Monday, February 5, 2018

Eighteenth-Century Time, and Two Tall Clocks That Told It, c1796

Monday, February 5, 2018

Susan reporting,

Today, we're all accustomed to lives that are driven and measured by time. Watches, clocks, and cell phones are synchronized in precise unison, and each day we work and play, attend meetings, movies, games, and performances, catch trains and eat meals, rise and sleep, by a clock's measurements.

But it wasn't that way in late 18thc America. Precise measurement of time was an elite luxury. The majority of people didn't own watches or clocks. Even for those with sufficient wealth to possess a watched tucked into a fob pocket or clipped to a chatelaine at the waist, accuracy was variable, and being punctual was subjective. Instead people relied upon more general ways of determining time based on the sun and moon in the sky, or the cries of a watchman, or the still-rare public clock in the tower of a church or other public building. The average workday wasn't nine-to-five; it was from sunrise to sunset, and varied with the seasons.

The two case clocks shown here are the exception. Both are the work of Robert Joyce, a clockmaker who trained and worked in London and Dublin before establishing himself in New York City, where these two clocks were made in the 1790s. Although elegantly encased in gleaming mahogany with inlay work (the ovals of sixteen stars represented the then-number of states in the union). The clocks would have been the epitome of modern technology at the time, with 8-day weight-driven movements. They're also very tall, over ten feet in height. They would have been impossible to ignore, which was likely exactly what the man who commissioned them would have wished.

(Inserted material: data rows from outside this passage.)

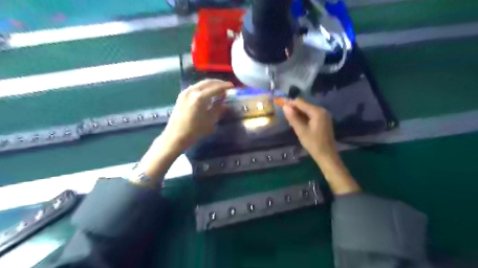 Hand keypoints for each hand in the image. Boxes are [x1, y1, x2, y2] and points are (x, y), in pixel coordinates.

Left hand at [135, 78, 232, 181]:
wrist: (176, 136)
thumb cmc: (195, 130)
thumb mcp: (211, 120)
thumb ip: (219, 107)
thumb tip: (223, 98)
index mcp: (200, 97)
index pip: (216, 87)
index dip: (225, 86)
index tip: (232, 86)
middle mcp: (192, 91)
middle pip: (208, 82)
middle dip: (218, 83)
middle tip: (227, 86)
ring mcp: (185, 92)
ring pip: (201, 84)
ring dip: (211, 84)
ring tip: (219, 88)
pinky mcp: (182, 95)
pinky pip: (196, 87)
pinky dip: (204, 88)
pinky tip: (208, 92)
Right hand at [283, 97, 335, 161]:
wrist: (327, 156)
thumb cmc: (313, 143)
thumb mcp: (301, 131)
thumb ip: (293, 117)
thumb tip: (285, 106)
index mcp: (317, 111)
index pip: (300, 102)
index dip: (290, 103)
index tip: (280, 106)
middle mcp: (322, 110)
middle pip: (304, 105)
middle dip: (294, 109)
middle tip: (285, 116)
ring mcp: (323, 115)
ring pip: (307, 110)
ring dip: (298, 114)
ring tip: (290, 121)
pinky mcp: (323, 120)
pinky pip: (311, 115)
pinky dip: (304, 117)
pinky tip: (298, 124) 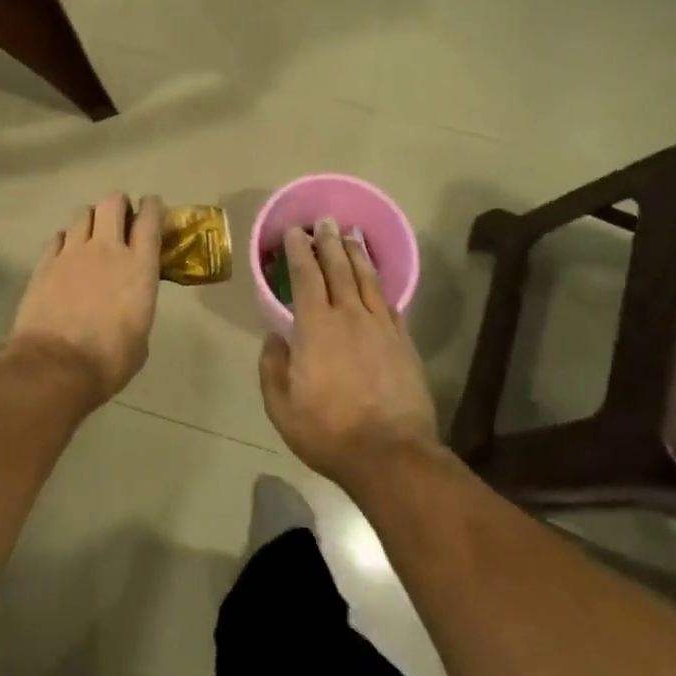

Alexander Hamilton (1757-1804) was one of the most productive men of his age (or any other, for that matter.) He was a workaholic long before the word existed, and in the course of his short life, he wrote letters by the thousand, juggled complicated matters of government policy and diplomacy, handled precedent-setting-legal cases, and created the basis for the American financial system. It's not surprising that during the Revolution, he became Gen. George Washington's favorite aide-de-camp on his personal staff. Hamilton got things done.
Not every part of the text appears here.